PROBLEM STATEMENT — The answer must be an exact copy of the records below, with every picture left out.

EXERCISE INPUTS —
_ _ _ _

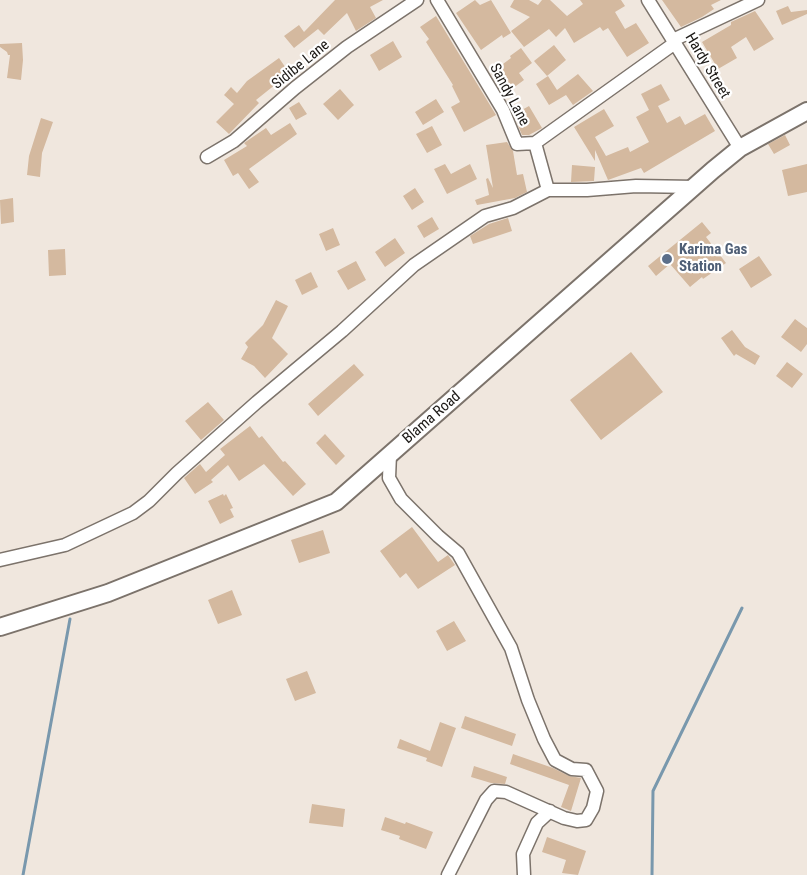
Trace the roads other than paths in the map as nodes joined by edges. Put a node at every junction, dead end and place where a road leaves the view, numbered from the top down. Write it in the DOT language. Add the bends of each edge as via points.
graph roads {
  1 [pos="417,0"];
  2 [pos="437,0"];
  3 [pos="648,0"];
  4 [pos="758,0"];
  5 [pos="674,42"];
  6 [pos="807,111"];
  7 [pos="535,143"];
  8 [pos="740,148"];
  9 [pos="207,157"];
  10 [pos="695,187"];
  11 [pos="548,190"];
  12 [pos="390,454"];
  13 [pos="0,560"];
  14 [pos="0,627"];
  15 [pos="550,811"];
  16 [pos="448,875"];
  17 [pos="524,875"];
  1 -- 9 [label="street, Sidibe Lane" via="347,47 234,141"];
  2 -- 7 [label="street, Sandy Lane" via="503,110 518,144"];
  3 -- 5 [label="street, Hardy Street"];
  4 -- 5 [label="street"];
  5 -- 7 [label="street"];
  5 -- 8 [label="street, Hardy Street"];
  6 -- 8 [label="street, Blama Road"];
  7 -- 11 [label="street, Sandy Lane"];
  8 -- 10 [label="street, Blama Road"];
  10 -- 11 [label="street"];
  10 -- 12 [label="street, Blama Road"];
  11 -- 13 [label="street" via="513,208 485,216 414,265 133,513 65,545"];
  12 -- 14 [label="street, Blama Road" via="336,502 108,593"];
  12 -- 15 [label="street" via="389,478 401,499 458,553 511,648 528,700 555,760 572,769 586,770 595,785 593,808 586,820 564,818"];
  15 -- 16 [label="street" via="506,792 494,791"];
  15 -- 17 [label="street" via="537,823 523,854"];
}
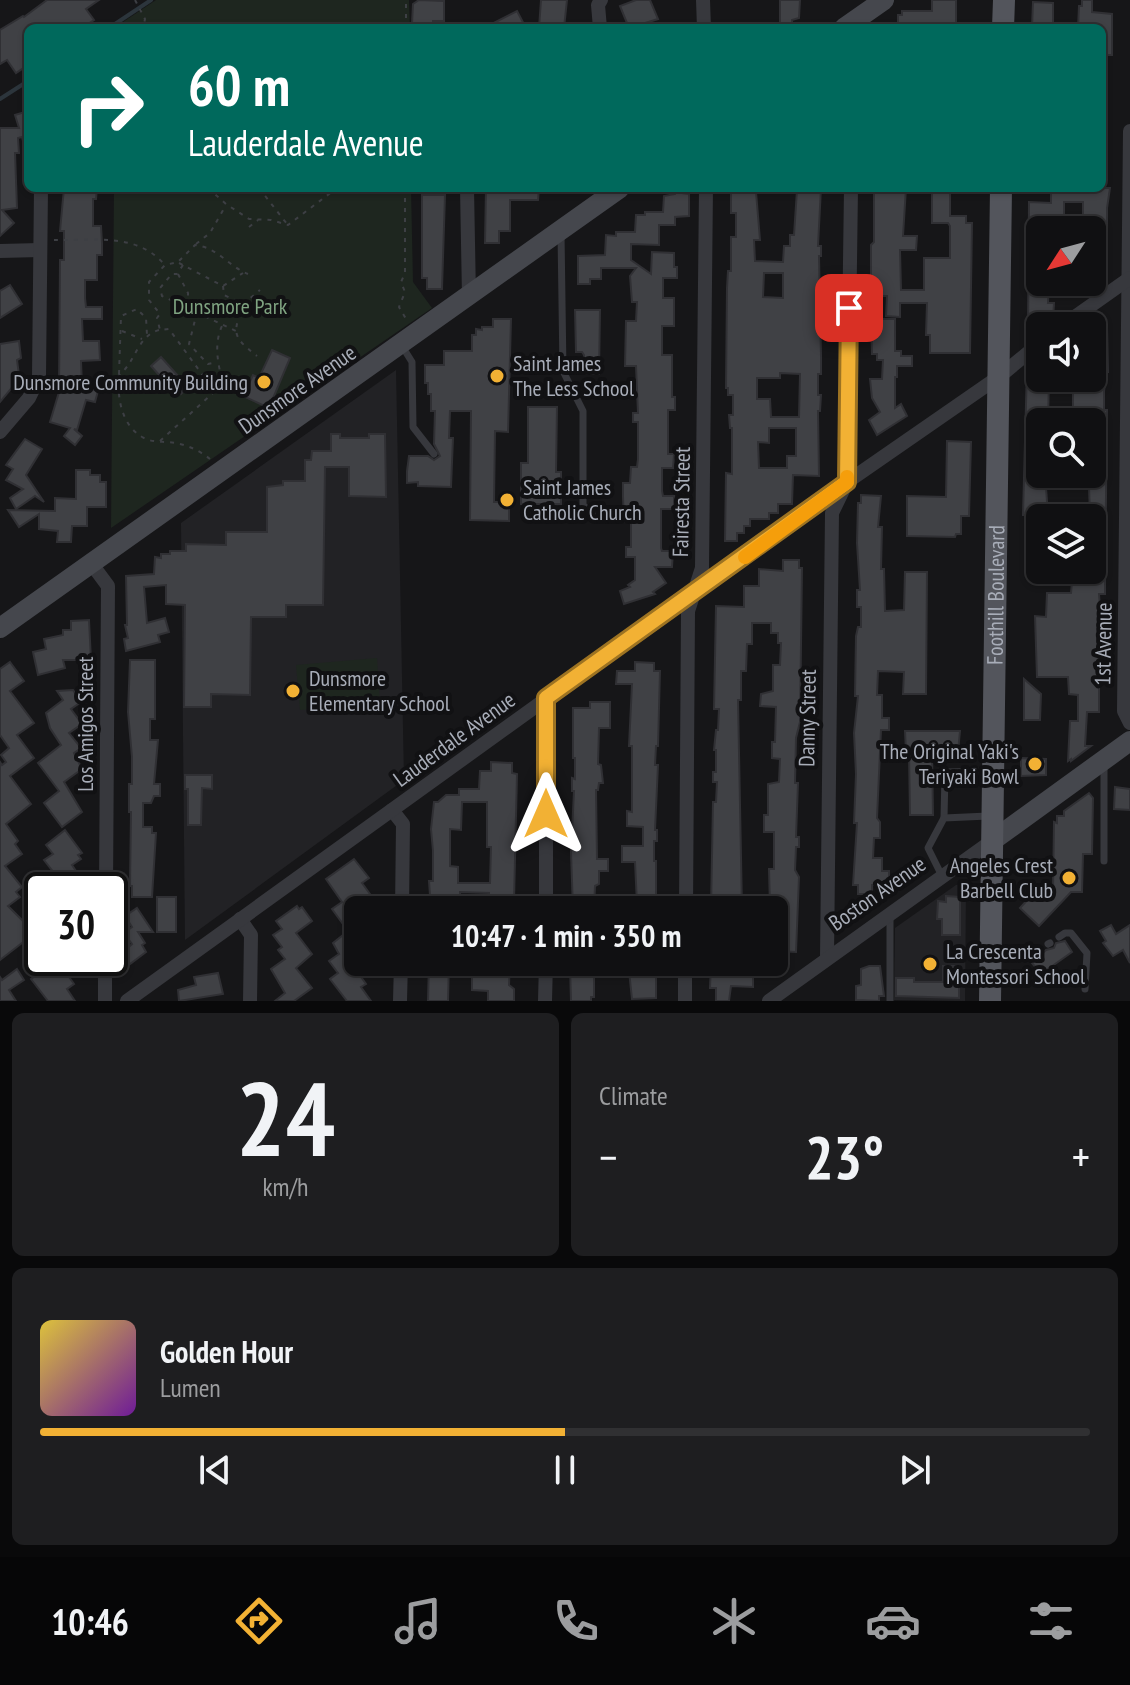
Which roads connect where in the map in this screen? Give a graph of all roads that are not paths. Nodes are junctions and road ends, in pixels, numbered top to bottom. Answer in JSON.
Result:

_ _ _ _

WRITTEN RESPONSE —
Trace the roads other than paths in the map as nodes joined by edges. Put a node at every junction, dead end and place where a road leaves the view, numbered from the top down. Write it in the DOT language. Add the bends of each edge as via points.
graph roads {
  1 [pos="417,0"];
  2 [pos="437,0"];
  3 [pos="648,0"];
  4 [pos="758,0"];
  5 [pos="674,42"];
  6 [pos="807,111"];
  7 [pos="535,143"];
  8 [pos="740,148"];
  9 [pos="207,157"];
  10 [pos="695,187"];
  11 [pos="548,190"];
  12 [pos="390,454"];
  13 [pos="0,560"];
  14 [pos="0,627"];
  15 [pos="550,811"];
  16 [pos="448,875"];
  17 [pos="524,875"];
  1 -- 9 [label="street, Sidibe Lane" via="347,47 234,141"];
  2 -- 7 [label="street, Sandy Lane" via="503,110 518,144"];
  3 -- 5 [label="street, Hardy Street"];
  4 -- 5 [label="street"];
  5 -- 7 [label="street"];
  5 -- 8 [label="street, Hardy Street"];
  6 -- 8 [label="street, Blama Road"];
  7 -- 11 [label="street, Sandy Lane"];
  8 -- 10 [label="street, Blama Road"];
  10 -- 11 [label="street"];
  10 -- 12 [label="street, Blama Road"];
  11 -- 13 [label="street" via="513,208 485,216 414,265 133,513 65,545"];
  12 -- 14 [label="street, Blama Road" via="336,502 108,593"];
  12 -- 15 [label="street" via="389,478 401,499 458,553 511,648 528,700 555,760 572,769 586,770 595,785 593,808 586,820 564,818"];
  15 -- 16 [label="street" via="506,792 494,791"];
  15 -- 17 [label="street" via="537,823 523,854"];
}
Which roads connect where in the map in this screen? Give a graph of all roads that are not paths. Nodes are junctions and road ends, in pixels, numbered top to bottom. Answer in JSON.
Result:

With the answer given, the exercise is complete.